It appears the data is a little untidy. Based on a brief glance, it seems like the contestant’s state can be found in the information section. Also, each contestant has their own column. It would be slightly more tidy if we “pivot longer” and create a row for each candidate. The information should stay with the candidate, so I will merge the name and information columns and separate after the pivot is finished. Once this is done, it will be simple to extract the state from the candidate’s information section with str_trunc since the state is normally at the end of the description.

tt.transform <- tt.df %>%
    unite(col = "contestant1", c(contestant1, contestant1_info), sep = " --- ") %>%
    unite(col = "contestant2", c(contestant2, contestant2_info), sep = " --- ") %>%
    unite(col = "contestant3", c(contestant3, contestant3_info), sep = " --- ") %>%
    unite(col = "contestant4", c(contestant4, contestant4_info), sep = " --- ") %>%
    pivot_longer(cols = c(contestant1, contestant2, contestant3, contestant4),
                 names_to = "contestant", values_to = "name") %>%
    separate(name, into = c("name", "information"), sep = " --- ") %>%
    mutate(state = str_trunc(information, width = 2,
                              side = "left", ellipsis = ""),
           state = ifelse(state %in% state.abb, state, NA)) %>%
    filter(!is.na(state))

With this data, it appears an easy comparison can be made between the number of contestants from each state and the descriptive statistics on rating per state. I have never made a dual axis plot in R so it may be a fun analysis if we try to implement that functionality in some way.

tt.transform %>%
    group_by(state) %>%
    summarize(n = n(),
             mean_episode_rating = mean(episode_rating, na.rm = TRUE),
             median_episode_rating = median(episode_rating, na.rm = TRUE),
             min_episode_rating = min(episode_rating, na.rm = TRUE),
             max_episode_rating = max(episode_rating, na.rm = TRUE),
             .groups = "keep") %>%
    ggplot(aes(x = state)) +
        geom_col(aes(y = n, fill = n)) +
        geom_point(aes(y = mean_episode_rating * 80, color = "yellow")) +
        geom_point(aes(y = min_episode_rating * 80, color = "red")) +
        geom_point(aes(y = max_episode_rating * 80, color = "green")) +
        scale_fill_gradient2(midpoint = 400, low = "red", mid = "yellow",
                            high = "green", space = "Lab" ) +
        scale_y_continuous(
                name = "# of Contestants",
                sec.axis = sec_axis(~./80, name="Median Episode Rating",
                                    breaks = 0:10)) +
        labs(title = "Contestants and Rating by State",
             x = "State", fill = "Contestants") +
        scale_color_manual(name = 'Rating',
                           values =c('green'='green','yellow'='yellow','red'='red'),
                           labels = c('Max.','Median', 'Min.')) +
        coord_flip() +
        theme_minimal()
## Warning in min(episode_rating, na.rm = TRUE): no non-missing arguments to min;
## returning Inf
## Warning in max(episode_rating, na.rm = TRUE): no non-missing arguments to max;
## returning -Inf
## Warning: Removed 1 rows containing missing values (geom_point).
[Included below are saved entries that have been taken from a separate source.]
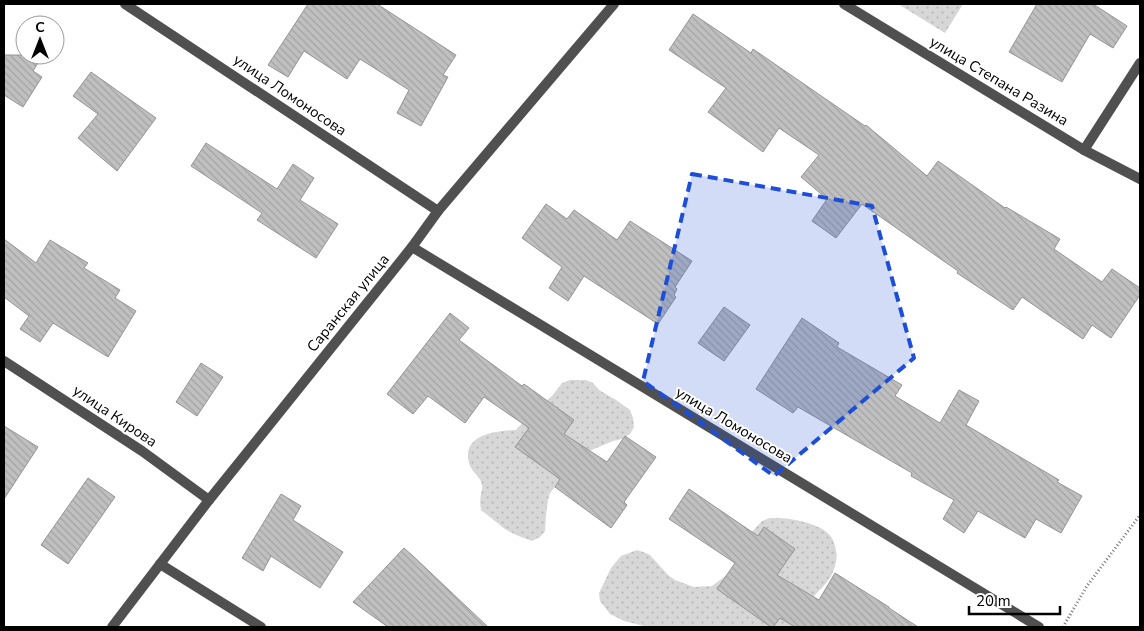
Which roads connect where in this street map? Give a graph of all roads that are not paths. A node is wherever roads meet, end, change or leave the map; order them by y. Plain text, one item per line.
1 (125, 4) edge
2 (614, 4) edge
3 (844, 4) edge
4 (1140, 63) edge
5 (1084, 150) junction
6 (1140, 179) edge
7 (438, 211) junction
8 (412, 247) junction
9 (4, 361) edge
10 (209, 500) junction
11 (160, 564) junction
12 (112, 627) edge
13 (261, 627) edge
14 (1040, 627) edge

1 - 7 street, улица Ломоносова
2 - 7 street, Саранская улица
3 - 5 street, улица Степана Разина
4 - 5 street
5 - 6 street, улица Степана Разина
7 - 8 street, Саранская улица
8 - 10 street, Саранская улица
8 - 14 street, улица Ломоносова
9 - 10 street, улица Кирова
10 - 11 street, Саранская улица
11 - 12 street, Саранская улица
11 - 13 street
I am satisfied with the end result. There were other directions this data could’ve been taken, such as looking at the individual ingredients used by show, but for a first attempt at a Tidy Tuesday, this graph makes me proud of how far I have come in my wrangling and visualization learning. Always keep learning!

Last Updated: 08/31/2020

Thanks for Reading!

I hope you enjoyed. Have a great day.